Here is what happened with the wvdial script.

[12:44:10 /etc/ppp/peers]# pppd call gprs

--> WvDial: Internet dialer version 1.53

--> Initializing modem.

--> Sending: ATH

--> Sending: ATQ0

ATQ0

OK

--> Re-Sending: ATH

ATH

OK

--> Initializing modem.

--> Sending: ATH

ATH

OK

--> Sending: ATE1

ATE1

OK

--> Sending: AT+CGDCONT=1,"IP","internet"

AT+CGDCONT=1,"IP","internet"

OK

--> Modem initialized.

--> Sending: ATD*99***1#

--> Waiting for carrier.

ATD*99***1#

CONNECT

--> Carrier detected.  Waiting for prompt.

NO CARRIER

--> Don't know what to do!  Starting pppd and hoping for the best.

Serial connection established.

using channel 6

Using interface ppp0

Connect: ppp0 <--> /dev/ttyS0

sent [LCP ConfReq id=0x1 <asyncmap 0x0> <magic 0xe304c522>]

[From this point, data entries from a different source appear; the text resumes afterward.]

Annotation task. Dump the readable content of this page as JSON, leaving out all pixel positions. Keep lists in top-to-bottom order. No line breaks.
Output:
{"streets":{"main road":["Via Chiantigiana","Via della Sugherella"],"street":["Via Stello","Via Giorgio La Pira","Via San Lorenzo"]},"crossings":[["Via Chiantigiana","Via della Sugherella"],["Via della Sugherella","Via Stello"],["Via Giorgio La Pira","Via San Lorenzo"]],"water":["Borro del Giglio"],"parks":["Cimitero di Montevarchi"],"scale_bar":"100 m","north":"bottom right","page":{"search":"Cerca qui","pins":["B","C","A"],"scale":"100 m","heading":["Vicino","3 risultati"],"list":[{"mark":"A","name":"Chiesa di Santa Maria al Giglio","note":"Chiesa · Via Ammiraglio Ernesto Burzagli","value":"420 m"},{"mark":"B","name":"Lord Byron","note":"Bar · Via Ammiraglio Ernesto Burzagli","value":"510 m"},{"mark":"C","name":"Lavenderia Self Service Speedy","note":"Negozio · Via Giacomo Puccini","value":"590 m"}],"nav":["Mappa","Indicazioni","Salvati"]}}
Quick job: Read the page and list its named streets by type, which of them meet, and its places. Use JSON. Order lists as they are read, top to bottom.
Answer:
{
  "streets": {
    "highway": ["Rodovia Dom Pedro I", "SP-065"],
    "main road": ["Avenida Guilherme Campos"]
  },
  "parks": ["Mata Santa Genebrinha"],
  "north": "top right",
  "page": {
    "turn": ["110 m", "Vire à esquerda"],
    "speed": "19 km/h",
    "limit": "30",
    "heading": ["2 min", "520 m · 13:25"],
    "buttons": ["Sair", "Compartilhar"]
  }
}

sent [LCP ConfReq id=0x1 <asyncmap 0x0> <magic 0xe304c522>]

sent [LCP ConfReq id=0x1 <asyncmap 0x0> <magic 0xe304c522>]

sent [LCP ConfReq id=0x1 <asyncmap 0x0> <magic 0xe304c522>]

sent [LCP ConfReq id=0x1 <asyncmap 0x0> <magic 0xe304c522>]

sent [LCP ConfReq id=0x1 <asyncmap 0x0> <magic 0xe304c522>]

sent [LCP ConfReq id=0x1 <asyncmap 0x0> <magic 0xe304c522>]

sent [LCP ConfReq id=0x1 <asyncmap 0x0> <magic 0xe304c522>]

sent [LCP ConfReq id=0x1 <asyncmap 0x0> <magic 0xe304c522>]

sent [LCP ConfReq id=0x1 <asyncmap 0x0> <magic 0xe304c522>]

LCP: timeout sending Config-Requests

Connection terminated.

Sending break to the modem

PDP context detached

Serial link disconnected.

Here is what happened with the chat script.

[12:48:42 /etc/ppp/peers]# pppd call gprs

Press CTRL-C to close the connection at any stage!

defining PDP context..

^@

Connect script failed

I also tried to send the AT commands straight to the modem

via kermit.

[14:42:41 ~]# kermit

C-Kermit 8.0.206, 24 Oct 2002, for Red Hat Linux 8.0

 Copyright (C) 1985, 2002,

  Trustees of Columbia University in the City of New York.

Type ? or HELP for help.

(/root/) C-Kermit>set line /dev/ttyS0

Removing stale lock /var/lock/LCK..ttyS0 (pid 3067 terminated)

(/root/) C-Kermit>quit

Closing /dev/ttyS0...OK

[14:42:53 ~]# kermit

C-Kermit 8.0.206, 24 Oct 2002, for Red Hat Linux 8.0

 Copyright (C) 1985, 2002,

  Trustees of Columbia University in the City of New York.

Type ? or HELP for help.

(/root/) C-Kermit>set line /dev/ttyS0

(/root/) C-Kermit>set speed 115200

/dev/ttyS0, 115200 bps

(/root/) C-Kermit>set carrier-watch off

(/root/) C-Kermit>c

Connecting to /dev/ttyS0, speed 115200

 Escape character: Ctrl-\ (ASCII 28, FS): enabled

Type the escape character followed by C to get back,

or followed by ? to see other options.

----------------------------------------------------

atz

OK

AT+CGDCONT=1,"IP","internet"

OK

ATD*99***1#

CONNECT

NO CARRIER

The phone never creates a GPRS connection - or at least

it doesn't display that fact on the handset if it does.

I'm at a bit of a loss and would gladly persue any suggestions anyone

might have.

I'll probably try it with windows next (although its going to be

a lot of hassle!)

Thanks,

Mark.

----------